Marlene C. Kettley, Arnold K. Garr, and Craig K. Manscill, preface to Mormon Thoroughfare: A History of the Church in Illinois, 1830–39 (Provo, UT: Religious Studies Center, Brigham Young University, 2006), vii–vii.
Marlene C. Kettley was a researcher and historian, Arnold K. Garr was chair of the Department of Church History and Doctrine at Brigham Young University, and Craig K. Manscill was an associate professor of Church History and Doctrine at Brigham Young University when this was published.

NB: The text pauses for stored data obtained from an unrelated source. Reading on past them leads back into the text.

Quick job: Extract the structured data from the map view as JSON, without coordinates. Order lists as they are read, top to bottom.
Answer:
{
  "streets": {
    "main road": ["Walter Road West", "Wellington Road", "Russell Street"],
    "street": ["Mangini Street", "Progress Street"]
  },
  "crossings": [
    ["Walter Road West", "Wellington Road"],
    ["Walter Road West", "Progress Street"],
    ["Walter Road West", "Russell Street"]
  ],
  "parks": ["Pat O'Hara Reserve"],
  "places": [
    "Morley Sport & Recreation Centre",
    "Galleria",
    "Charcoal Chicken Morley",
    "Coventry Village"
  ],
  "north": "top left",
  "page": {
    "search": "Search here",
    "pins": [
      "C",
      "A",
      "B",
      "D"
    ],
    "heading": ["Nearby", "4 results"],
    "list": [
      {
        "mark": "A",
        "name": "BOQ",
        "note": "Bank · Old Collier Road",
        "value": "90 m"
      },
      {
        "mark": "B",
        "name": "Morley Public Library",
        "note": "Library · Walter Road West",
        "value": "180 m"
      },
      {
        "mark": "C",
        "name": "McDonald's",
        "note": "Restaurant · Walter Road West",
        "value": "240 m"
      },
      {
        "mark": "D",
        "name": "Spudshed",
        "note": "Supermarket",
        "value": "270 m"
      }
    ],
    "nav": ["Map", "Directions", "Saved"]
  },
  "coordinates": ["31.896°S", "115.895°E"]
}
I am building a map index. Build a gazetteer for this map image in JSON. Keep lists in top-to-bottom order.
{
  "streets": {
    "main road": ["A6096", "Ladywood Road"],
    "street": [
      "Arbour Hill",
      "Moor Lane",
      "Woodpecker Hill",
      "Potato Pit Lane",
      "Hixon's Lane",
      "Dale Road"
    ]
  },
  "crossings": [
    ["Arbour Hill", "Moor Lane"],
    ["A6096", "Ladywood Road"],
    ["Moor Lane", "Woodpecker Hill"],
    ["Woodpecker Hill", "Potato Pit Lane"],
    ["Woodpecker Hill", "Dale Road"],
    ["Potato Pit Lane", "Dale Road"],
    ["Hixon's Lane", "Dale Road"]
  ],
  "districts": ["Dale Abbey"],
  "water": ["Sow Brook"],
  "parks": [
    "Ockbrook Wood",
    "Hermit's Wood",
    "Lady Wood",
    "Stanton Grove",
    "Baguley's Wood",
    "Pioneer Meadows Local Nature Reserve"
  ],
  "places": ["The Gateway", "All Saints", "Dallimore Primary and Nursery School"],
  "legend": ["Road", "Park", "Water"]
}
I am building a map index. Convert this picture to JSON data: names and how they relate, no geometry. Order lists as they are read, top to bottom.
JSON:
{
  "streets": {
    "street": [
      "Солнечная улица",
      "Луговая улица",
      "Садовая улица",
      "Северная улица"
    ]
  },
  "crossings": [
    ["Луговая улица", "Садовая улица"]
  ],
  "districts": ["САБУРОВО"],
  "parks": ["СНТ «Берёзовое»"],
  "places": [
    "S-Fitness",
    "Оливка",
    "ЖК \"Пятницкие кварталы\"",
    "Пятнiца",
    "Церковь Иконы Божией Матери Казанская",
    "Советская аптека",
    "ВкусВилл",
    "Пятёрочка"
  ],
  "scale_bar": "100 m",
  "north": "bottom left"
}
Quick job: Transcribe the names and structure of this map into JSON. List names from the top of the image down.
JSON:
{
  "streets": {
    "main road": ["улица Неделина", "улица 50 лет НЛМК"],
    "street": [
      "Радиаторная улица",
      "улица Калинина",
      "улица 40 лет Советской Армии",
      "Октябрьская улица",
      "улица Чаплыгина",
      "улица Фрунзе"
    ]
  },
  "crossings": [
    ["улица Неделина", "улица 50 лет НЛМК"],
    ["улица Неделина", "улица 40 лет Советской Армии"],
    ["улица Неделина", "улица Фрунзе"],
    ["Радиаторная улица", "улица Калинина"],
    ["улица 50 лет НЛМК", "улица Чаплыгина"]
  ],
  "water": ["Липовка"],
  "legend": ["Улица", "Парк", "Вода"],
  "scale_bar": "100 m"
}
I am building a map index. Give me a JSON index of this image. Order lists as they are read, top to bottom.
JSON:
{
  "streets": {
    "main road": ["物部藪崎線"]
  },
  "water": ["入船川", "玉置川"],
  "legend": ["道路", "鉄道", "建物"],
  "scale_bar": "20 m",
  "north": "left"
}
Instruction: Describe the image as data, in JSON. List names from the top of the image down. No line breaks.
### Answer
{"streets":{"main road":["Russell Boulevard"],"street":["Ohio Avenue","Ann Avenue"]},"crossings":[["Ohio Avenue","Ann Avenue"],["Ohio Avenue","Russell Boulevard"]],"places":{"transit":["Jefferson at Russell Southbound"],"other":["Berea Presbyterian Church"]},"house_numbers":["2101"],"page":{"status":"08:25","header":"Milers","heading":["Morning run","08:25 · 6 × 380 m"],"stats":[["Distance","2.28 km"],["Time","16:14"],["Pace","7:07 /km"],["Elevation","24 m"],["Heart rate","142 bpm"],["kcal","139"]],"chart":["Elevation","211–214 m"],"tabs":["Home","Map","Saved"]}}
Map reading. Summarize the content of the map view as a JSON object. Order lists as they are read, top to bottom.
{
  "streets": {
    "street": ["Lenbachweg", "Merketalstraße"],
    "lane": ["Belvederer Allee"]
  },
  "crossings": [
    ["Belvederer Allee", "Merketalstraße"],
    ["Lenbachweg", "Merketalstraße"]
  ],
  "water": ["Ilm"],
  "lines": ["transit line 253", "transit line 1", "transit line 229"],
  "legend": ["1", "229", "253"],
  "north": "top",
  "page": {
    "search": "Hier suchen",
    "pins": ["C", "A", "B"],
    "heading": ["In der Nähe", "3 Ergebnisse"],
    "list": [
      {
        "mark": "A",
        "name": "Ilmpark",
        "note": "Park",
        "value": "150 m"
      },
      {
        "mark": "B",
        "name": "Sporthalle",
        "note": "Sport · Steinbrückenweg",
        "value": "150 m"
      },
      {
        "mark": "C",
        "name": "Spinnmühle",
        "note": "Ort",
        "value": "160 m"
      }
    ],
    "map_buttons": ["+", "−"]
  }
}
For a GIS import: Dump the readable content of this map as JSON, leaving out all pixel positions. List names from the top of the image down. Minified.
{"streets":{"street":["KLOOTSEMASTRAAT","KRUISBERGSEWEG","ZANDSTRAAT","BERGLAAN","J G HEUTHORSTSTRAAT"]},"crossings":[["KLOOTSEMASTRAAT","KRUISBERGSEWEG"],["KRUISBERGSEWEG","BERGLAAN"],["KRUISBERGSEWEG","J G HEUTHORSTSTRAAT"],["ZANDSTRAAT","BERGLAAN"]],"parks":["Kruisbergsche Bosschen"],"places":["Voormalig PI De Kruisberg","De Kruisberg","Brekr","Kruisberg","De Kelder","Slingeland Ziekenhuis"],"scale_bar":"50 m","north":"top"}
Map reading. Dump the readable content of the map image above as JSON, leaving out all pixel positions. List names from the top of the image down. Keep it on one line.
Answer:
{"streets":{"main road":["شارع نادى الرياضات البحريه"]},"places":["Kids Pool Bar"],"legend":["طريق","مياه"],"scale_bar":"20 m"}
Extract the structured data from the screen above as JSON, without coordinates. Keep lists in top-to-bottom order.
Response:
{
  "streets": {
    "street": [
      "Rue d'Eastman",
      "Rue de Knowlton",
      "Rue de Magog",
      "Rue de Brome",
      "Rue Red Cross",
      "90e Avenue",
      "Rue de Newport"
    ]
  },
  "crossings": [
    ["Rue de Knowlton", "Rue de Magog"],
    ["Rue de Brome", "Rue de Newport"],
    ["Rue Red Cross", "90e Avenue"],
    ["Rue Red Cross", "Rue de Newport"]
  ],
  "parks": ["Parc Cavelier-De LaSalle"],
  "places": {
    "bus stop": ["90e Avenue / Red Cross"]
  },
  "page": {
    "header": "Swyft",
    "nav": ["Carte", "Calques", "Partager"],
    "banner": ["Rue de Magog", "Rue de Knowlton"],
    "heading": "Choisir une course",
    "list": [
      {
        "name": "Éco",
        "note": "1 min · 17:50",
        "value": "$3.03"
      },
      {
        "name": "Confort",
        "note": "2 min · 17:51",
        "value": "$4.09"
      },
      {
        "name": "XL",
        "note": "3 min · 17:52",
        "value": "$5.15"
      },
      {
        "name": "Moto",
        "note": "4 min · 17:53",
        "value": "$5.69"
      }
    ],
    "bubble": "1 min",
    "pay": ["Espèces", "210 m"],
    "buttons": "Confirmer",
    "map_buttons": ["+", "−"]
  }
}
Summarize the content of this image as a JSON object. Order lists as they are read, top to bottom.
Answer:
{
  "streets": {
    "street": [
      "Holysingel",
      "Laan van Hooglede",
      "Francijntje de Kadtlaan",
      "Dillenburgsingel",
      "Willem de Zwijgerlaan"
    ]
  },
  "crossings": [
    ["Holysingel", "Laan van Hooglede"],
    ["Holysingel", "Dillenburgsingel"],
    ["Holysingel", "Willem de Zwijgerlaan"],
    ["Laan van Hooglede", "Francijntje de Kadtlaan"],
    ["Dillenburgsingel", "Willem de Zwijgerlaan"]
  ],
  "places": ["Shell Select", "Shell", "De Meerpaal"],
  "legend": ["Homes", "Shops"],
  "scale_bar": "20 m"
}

This project—a history of the Latter-day Saints in Illinois, 1830–39—began when Marlene C. Kettley sought information about her husband’s ancestors who came to Illinois state during the early nineteenth century. While researching, she found numerous references to early Mormon missionaries and other members of The Church of Jesus Christ of Latter-day Saints which caught her attention. In 1985, Robert E. Fisher, then president of the Naperville Illinois Stake, asked her to compile information on the history of the stake. She remembered those early references. As Marlene continued her research, she was surprised to learn that some of those early elders, who had been sent to Independence, Missouri, in 1831 in response to section 52 of the Doctrine and Covenants, had taught and baptized within what would become the boundaries of the Naperville Stake. She also discovered that the first Latter-day Saint branch in Illinois, established in 1831, was located near the present-day Naperville Illinois Stake Center. While she was researching old county histories and journals of the early Saints, it soon became obvious that the Church had established numerous branches throughout the state during the 1830s. Marlene discovered that as early as 1835 The Church of Jesus Christ of Latter-day Saints was likely the fourth largest religious body in Illinois. Local histories, newspapers, and private journals soon added detail and color to the statistics. Before long, Marlene’s research went far beyond the boundaries of the Naperville Stake and ultimately expanded throughout the entire state of Illinois.
In 2003, Arnold K. Garr and Craig K. Manscill, professors of Church history and doctrine at Brigham Young University, joined Marlene as coauthors. They soon realized that sources available at BYU could strengthen the work.
Not only does this book unveil many previously unknown events in Church history that took place in Illinois, but it also utilizes many county and community sources that provide a non–Latter-day Saint as well as a Latter-day Saint perspective. The authors have also placed many important Latter-day Saint developments within the context of Illinois state history.
The authors would like to thank several people who gave valuable assistance in helping to produce this work. They are especially grateful to their spouses and children for their loving support. This project would have died an untimely death without the help of Marlene’s husband, William, who gladly traveled the extra mile in word and deed. He acted as travel agent and chauffeur when Marlene traveled extensively throughout Illinois. Arnold’s wife, Cherie, and Craig’s wife, Jana, also demonstrated remarkable kindness and understanding during the project. They never complained on those occasions when their husbands were working late at the office.
The authors would also like to thank Ronald O. Barney, senior archivist at the Latter-day Saint Family and Church History Department in Salt Lake City, who was the first to encourage the publication of this work and who reminded them of the importance of careful documentation. Others at Church Archives who gave assistance were Ronald G. Watt, W. Randall Dixon, and James L. Kimball Jr. They gave much guidance and support throughout the project. Valued friends Vivian McConkie Adams and Lou Anne Clark Mallory have long shown confidence in this project. In addition, M. Dell Madsen spent hours reading early drafts of the manuscript and encouraged its completion.
In addition, the authors would like to express appreciation to BYU professors Andrew C. Skinner, then dean of Religious Education; Richard D. Draper, associate dean of Religious Education; and Paul H. Peterson, chair of the Department of Church History and Doctrine, for their support. The writers gratefully acknowledge the efforts of those in the Religious Studies Center who helped prepare this work for publication—Richard Neitzel Holzapfel, managing director; R. Devan Jensen, executive editor; and Charlotte A. Pollard, office manager.